### Required work
Copy out, from the entries below, each line that holds the string "wherever".

### Data shown
= = =

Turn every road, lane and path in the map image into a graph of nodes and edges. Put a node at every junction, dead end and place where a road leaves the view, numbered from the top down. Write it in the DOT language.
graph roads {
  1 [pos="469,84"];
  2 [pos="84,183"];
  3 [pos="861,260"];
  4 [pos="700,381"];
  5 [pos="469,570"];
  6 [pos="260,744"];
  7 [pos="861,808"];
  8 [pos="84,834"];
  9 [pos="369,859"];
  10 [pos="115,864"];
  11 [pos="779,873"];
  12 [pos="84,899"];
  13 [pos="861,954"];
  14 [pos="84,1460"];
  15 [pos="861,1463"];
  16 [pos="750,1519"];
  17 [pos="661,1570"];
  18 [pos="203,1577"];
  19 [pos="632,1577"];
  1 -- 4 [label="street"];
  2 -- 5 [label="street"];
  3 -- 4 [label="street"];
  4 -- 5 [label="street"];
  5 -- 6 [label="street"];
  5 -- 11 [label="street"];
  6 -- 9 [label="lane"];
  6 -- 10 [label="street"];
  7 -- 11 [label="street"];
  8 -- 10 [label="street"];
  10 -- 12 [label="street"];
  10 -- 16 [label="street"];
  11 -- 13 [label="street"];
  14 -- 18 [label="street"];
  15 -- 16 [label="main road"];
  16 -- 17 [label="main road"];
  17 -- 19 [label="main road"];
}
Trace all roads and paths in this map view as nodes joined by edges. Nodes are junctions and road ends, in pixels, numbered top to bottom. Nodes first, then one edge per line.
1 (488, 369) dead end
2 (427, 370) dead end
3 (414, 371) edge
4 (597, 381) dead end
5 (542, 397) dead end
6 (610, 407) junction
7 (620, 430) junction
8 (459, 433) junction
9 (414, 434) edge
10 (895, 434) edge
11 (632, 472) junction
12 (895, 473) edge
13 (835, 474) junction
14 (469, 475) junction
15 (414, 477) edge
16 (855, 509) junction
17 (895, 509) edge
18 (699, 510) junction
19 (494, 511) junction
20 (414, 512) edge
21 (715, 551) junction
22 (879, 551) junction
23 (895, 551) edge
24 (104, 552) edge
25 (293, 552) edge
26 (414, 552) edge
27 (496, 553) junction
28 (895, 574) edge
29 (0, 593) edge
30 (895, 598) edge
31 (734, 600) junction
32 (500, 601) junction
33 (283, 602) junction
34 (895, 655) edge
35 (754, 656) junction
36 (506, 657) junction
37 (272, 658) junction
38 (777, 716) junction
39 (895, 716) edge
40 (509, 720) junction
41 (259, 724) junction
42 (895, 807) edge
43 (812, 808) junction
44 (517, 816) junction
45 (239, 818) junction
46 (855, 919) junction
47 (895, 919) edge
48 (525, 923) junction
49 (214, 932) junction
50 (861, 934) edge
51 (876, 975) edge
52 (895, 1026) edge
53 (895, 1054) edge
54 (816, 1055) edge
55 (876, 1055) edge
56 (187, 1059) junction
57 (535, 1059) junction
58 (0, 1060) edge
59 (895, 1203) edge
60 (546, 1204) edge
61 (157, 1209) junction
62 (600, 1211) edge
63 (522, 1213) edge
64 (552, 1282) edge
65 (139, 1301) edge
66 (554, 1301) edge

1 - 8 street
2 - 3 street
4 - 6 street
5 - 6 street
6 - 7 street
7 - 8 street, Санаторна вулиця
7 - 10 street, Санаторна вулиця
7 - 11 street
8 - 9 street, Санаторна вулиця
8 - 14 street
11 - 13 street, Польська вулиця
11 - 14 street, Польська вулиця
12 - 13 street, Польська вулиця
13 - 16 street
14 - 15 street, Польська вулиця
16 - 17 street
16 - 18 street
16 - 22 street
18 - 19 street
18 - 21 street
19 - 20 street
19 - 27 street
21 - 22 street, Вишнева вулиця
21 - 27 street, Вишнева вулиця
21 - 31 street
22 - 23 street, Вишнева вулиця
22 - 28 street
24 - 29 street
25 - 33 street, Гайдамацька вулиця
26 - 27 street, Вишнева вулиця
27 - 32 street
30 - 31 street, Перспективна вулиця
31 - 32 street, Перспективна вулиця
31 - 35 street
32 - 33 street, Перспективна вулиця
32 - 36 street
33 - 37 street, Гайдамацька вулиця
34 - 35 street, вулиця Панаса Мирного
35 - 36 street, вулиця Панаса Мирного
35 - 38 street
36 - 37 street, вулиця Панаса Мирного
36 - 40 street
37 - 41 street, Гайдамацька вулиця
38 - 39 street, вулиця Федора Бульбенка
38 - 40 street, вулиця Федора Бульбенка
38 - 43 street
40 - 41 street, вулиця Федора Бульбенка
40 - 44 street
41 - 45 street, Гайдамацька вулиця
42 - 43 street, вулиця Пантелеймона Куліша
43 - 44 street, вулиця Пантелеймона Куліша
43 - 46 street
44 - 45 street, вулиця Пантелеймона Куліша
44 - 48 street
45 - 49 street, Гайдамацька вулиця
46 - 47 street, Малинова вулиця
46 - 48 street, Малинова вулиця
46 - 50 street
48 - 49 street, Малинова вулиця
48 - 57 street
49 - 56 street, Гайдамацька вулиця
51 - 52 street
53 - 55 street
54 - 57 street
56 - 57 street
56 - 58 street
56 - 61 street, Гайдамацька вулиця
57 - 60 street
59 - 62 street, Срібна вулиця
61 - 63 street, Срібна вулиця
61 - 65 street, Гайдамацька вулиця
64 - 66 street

= = =

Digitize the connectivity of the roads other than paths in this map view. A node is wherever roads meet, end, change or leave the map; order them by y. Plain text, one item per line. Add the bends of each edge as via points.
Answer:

= = =

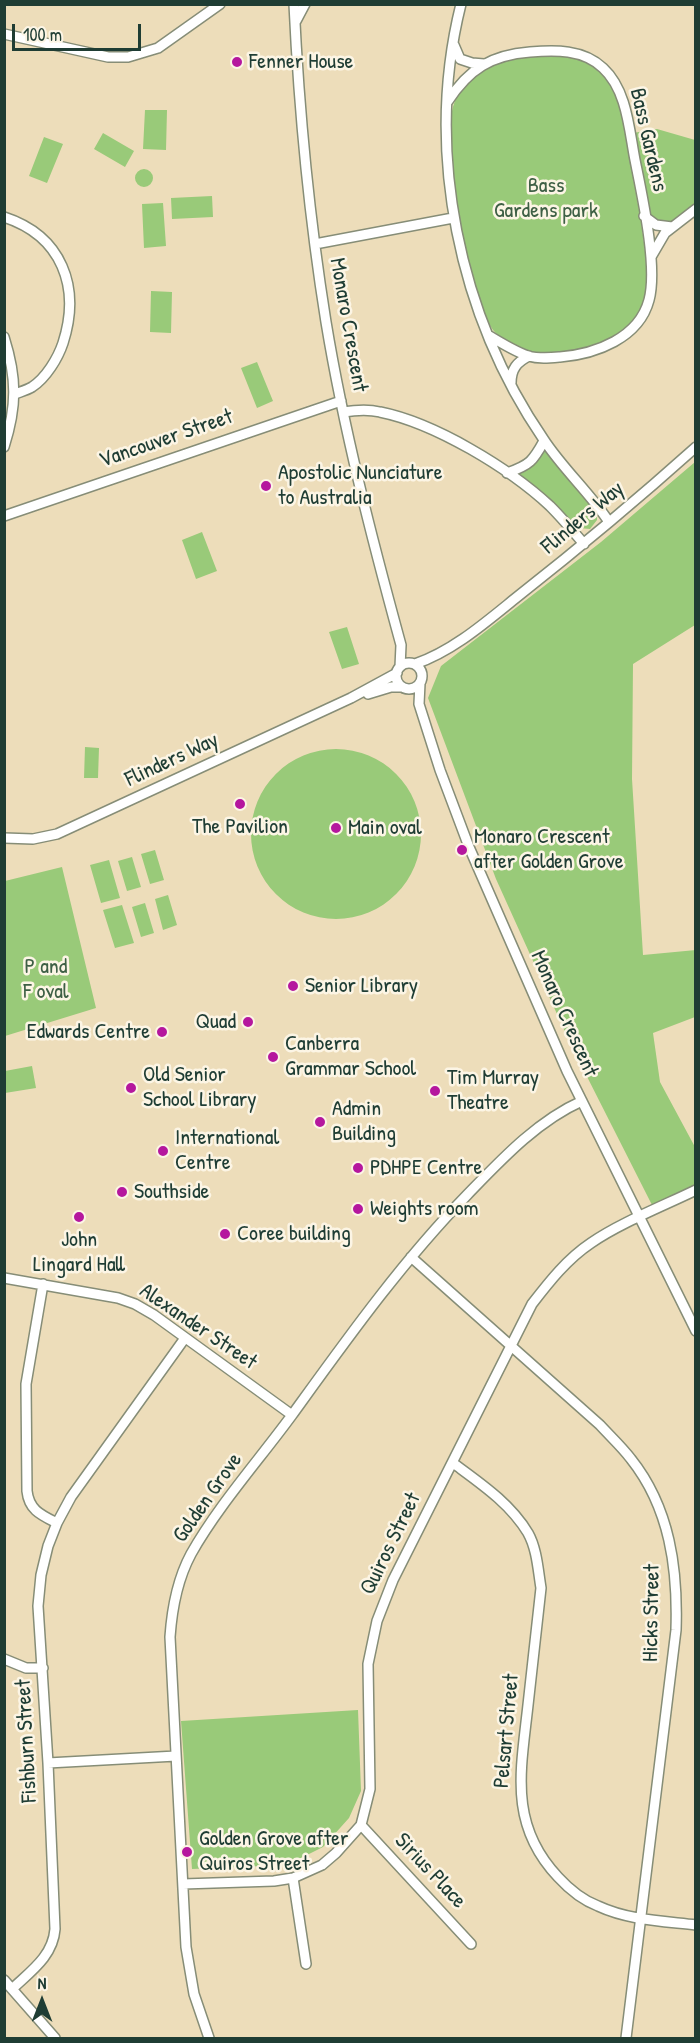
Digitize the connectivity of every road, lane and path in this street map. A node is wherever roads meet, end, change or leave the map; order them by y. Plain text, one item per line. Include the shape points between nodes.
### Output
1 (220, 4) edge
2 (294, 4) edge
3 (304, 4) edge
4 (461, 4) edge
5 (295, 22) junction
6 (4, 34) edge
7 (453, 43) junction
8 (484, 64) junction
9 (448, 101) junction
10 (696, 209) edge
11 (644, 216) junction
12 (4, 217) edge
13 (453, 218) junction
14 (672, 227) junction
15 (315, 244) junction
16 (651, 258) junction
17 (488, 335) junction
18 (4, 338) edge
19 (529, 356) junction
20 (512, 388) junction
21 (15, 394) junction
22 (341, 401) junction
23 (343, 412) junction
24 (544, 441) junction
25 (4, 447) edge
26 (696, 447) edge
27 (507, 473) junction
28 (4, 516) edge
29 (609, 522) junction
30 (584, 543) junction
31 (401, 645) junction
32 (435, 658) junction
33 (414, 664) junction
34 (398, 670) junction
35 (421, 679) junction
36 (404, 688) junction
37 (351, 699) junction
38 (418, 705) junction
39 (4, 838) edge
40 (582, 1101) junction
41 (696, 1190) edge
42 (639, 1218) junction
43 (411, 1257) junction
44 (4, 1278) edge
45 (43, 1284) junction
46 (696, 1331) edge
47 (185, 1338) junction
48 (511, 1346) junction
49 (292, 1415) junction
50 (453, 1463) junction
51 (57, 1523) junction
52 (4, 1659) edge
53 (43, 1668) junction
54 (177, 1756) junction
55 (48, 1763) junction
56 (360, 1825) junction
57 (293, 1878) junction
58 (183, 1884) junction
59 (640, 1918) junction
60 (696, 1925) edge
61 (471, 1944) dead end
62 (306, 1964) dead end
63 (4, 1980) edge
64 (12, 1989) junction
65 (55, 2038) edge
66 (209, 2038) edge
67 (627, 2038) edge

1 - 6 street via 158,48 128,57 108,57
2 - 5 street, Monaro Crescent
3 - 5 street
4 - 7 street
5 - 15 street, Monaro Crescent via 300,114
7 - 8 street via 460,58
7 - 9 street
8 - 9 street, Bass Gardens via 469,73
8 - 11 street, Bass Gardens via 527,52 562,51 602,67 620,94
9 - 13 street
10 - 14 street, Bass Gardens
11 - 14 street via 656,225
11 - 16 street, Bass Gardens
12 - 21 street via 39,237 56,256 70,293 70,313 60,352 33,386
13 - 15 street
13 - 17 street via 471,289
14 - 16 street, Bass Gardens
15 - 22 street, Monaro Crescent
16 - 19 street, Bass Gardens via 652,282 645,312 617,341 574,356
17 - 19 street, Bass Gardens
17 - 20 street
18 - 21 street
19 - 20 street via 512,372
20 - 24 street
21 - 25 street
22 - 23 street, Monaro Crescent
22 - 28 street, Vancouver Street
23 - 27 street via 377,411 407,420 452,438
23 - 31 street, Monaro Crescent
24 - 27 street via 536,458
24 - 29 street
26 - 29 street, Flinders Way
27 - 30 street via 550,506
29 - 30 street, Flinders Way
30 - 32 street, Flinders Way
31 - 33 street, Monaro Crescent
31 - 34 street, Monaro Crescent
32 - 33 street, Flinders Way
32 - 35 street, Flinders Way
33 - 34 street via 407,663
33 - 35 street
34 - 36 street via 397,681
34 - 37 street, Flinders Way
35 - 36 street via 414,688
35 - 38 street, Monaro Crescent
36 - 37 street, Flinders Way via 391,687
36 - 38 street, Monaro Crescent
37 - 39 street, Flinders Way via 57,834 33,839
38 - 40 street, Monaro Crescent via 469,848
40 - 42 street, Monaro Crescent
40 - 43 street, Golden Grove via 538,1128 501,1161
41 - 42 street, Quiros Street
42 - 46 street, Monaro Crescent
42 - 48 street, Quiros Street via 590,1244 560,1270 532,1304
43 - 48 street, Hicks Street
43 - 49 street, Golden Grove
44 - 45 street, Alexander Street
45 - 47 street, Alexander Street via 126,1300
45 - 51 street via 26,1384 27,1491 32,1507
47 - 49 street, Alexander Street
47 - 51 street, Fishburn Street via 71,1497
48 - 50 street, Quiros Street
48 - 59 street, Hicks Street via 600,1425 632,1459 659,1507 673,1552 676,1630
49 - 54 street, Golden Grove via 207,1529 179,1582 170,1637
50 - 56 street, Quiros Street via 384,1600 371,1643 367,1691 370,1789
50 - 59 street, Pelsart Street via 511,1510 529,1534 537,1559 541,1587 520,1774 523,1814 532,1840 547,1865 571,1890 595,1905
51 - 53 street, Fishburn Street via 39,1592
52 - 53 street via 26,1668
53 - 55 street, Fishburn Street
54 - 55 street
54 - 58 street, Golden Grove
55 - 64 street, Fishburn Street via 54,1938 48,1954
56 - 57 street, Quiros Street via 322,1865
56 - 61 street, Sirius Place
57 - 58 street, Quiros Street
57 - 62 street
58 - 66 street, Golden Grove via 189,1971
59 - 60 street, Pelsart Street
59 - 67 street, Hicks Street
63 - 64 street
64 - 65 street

= = =

### Written reply
Digitize the connectivity of the roads other than paths in this map view. A node is wherever roads meet, end, change or leave the map; order them by y. Plain text, one item per line. Add the bends of each edge as via points.
Digitize the connectivity of every road, lane and path in this street map. A node is wherever roads meet, end, change or leave the map; order them by y. Plain text, one item per line. Include the shape points between nodes.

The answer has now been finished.